CRPM e Defesa Civil começam a mapear áreas de risco do Tocantins

28/05/2014 12h14 - Portal Stylo

A Companhia de Pesquisa de Recursos Minerais – CPRM em parceria com a Coordenadoria Estadual de Proteção e Defesa Civil – CEDEC, iniciou hoje, 27, os serviços de setorização de áreas de risco no Estado do Tocantins, ao todo serão mapeados nove municípios em todo o Estado, o trabalho segue até o dia 18 de junho. 
 
Os trabalhos de mapeamentos visam identificar, delimitar e setorizar locais considerados de risco para a população. Eles irão percorrerão São Sebastião do Tocantins, Araguatins, Araguanã, Xambioá, Santa Fé do Araguaia, Araguaína, Goiatins, São Miguel do Tocantins e Formoso do Araguaia, os municípios que estão entre as cidades que terão áreas de risco mapeadas. O trabalho está sendo coordenado pela Superintendência Regional de Goiânia.
 
O geólogo, Dario Dias Peixoto, que faz parte da equipe de pesquisadores da CPRM conta que, além  de identificar áreas de risco  - alto e muito alto -,   o estudo vai sugerir  obras de engenharia  para melhorar a malha urbana.  Além de Dario, a equipe é composta pelos geólogos Douglas Cabral, Guilherme Peret e Rodrigo Fernandes.
 
Mapeamentos de áreas de risco 
 
O trabalho da CPRM está inserido nas ações do Plano Nacional de Gestão de Riscos e Resposta a Desastres Naturais.

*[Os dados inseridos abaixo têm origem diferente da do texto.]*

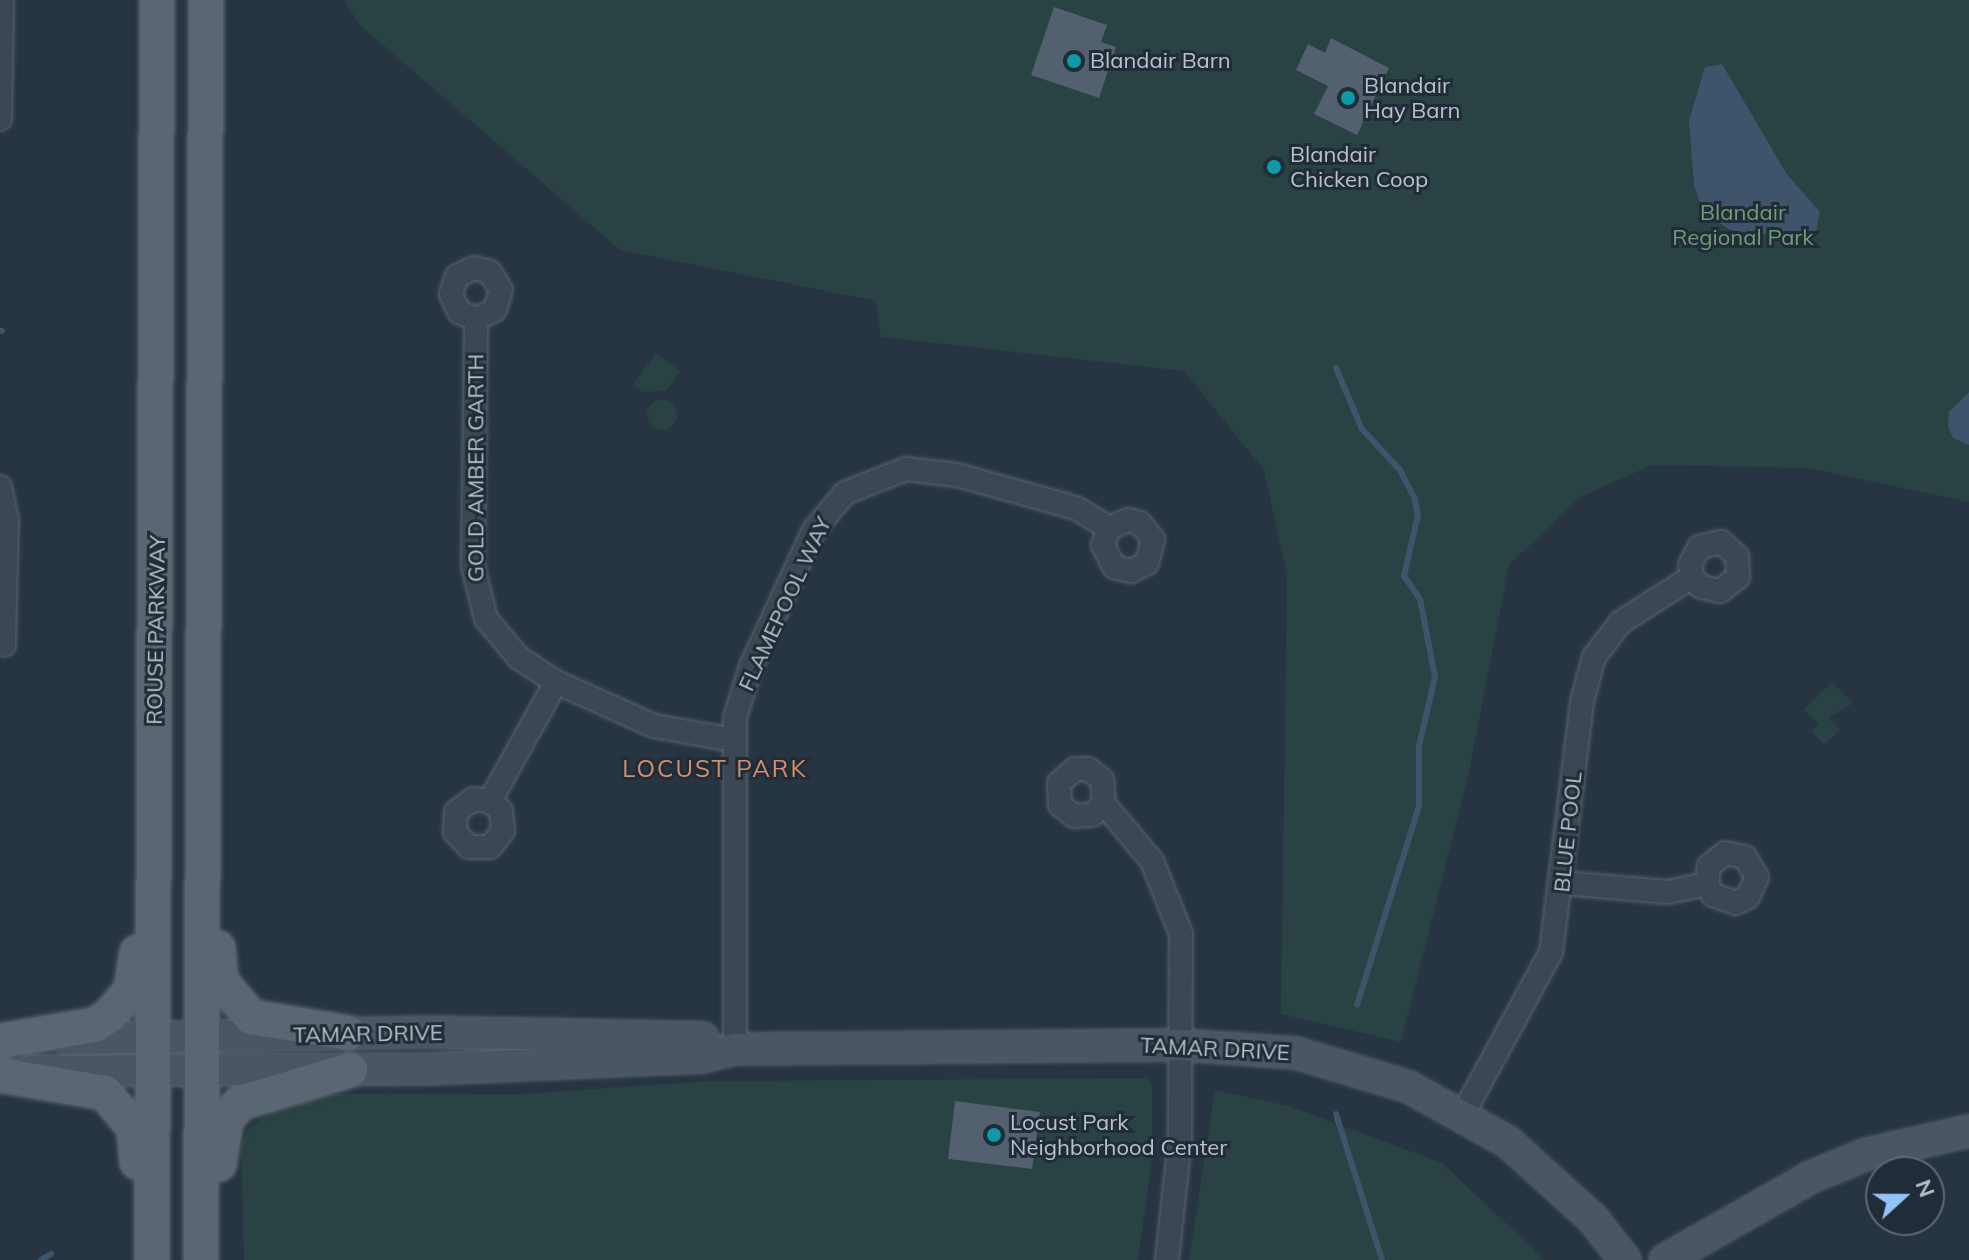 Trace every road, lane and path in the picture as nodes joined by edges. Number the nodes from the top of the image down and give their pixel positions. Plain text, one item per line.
1 (2, 0) edge
2 (157, 0) edge
3 (206, 0) edge
4 (0, 119) edge
5 (476, 319) dead end
6 (0, 487) edge
7 (1109, 528) dead end
8 (1692, 577) dead end
9 (155, 633) junction
10 (4, 645) dead end
11 (556, 682) junction
12 (202, 717) junction
13 (733, 740) junction
14 (490, 801) dead end
15 (1104, 804) dead end
16 (1563, 883) junction
17 (1707, 884) dead end
18 (348, 1033) junction
19 (202, 1034) junction
20 (151, 1035) junction
21 (0, 1041) edge
22 (1182, 1045) junction
23 (735, 1049) junction
24 (203, 1068) junction
25 (152, 1069) junction
26 (350, 1070) junction
27 (0, 1073) edge
28 (1463, 1114) junction
29 (1969, 1131) edge
30 (138, 1260) edge
31 (152, 1260) edge
32 (201, 1260) edge
33 (217, 1260) edge
34 (1167, 1260) edge
35 (1625, 1260) edge
36 (1665, 1260) edge

1 - 4 street
2 - 9 main road, ROUSE PARKWAY
3 - 12 main road, ROUSE PARKWAY
5 - 11 street, GOLD AMBER GARTH
6 - 10 street
7 - 13 street, FLAMEPOOL WAY
8 - 16 street, BLUE POOL
9 - 20 main road, ROUSE PARKWAY
9 - 21 main road
11 - 13 street, GOLD AMBER GARTH
11 - 14 street
12 - 18 main road
12 - 19 main road, ROUSE PARKWAY
13 - 23 street, FLAMEPOOL WAY
15 - 22 street
16 - 17 street
16 - 28 street, BLUE POOL
18 - 19 street, TAMAR DRIVE
18 - 23 street, TAMAR DRIVE
19 - 20 street, TAMAR DRIVE
19 - 24 main road, ROUSE PARKWAY
20 - 21 street, TAMAR DRIVE
20 - 25 main road, ROUSE PARKWAY
22 - 23 street, TAMAR DRIVE
22 - 28 street, TAMAR DRIVE
22 - 34 street
23 - 26 street, TAMAR DRIVE
24 - 25 street, TAMAR DRIVE
24 - 26 street, TAMAR DRIVE
24 - 32 main road, ROUSE PARKWAY
25 - 27 street, TAMAR DRIVE
25 - 31 main road, ROUSE PARKWAY
26 - 33 main road
27 - 30 main road
28 - 35 street, TAMAR DRIVE
29 - 36 street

O plano está dividido em quatro eixos temáticos: prevenção, mapeamento, monitoramento e alerta e resposta a desastres.  Essas ações  são coordenadas pela Casa Civil da Presidência da República.
 
A missão da CPRM é até o final do ano identificar, caracterizar e setorizar áreas de risco alto e muito alto em mais 800 municípios em todo país. O trabalho que começou em 2011, já mapeou áreas de risco em 600 municípios. Os estudos irão orientar a tomada de decisões para a redução dos danos resultantes de risco geológico, principalmente escorregamentos, erosões, deslizamentos, enchentes e inundações, que frequentemente têm causado a perda de vidas humanas e danos materiais em diversas cidades do país.
 
Os estudos são compartilhados com gestores municipais, Defesa Civil, Centro Nacional de Gerenciamento de Riscos e Desastres (Cenad) e o Centro Nacional de Monitoramento e Alertas de Desastres Naturais.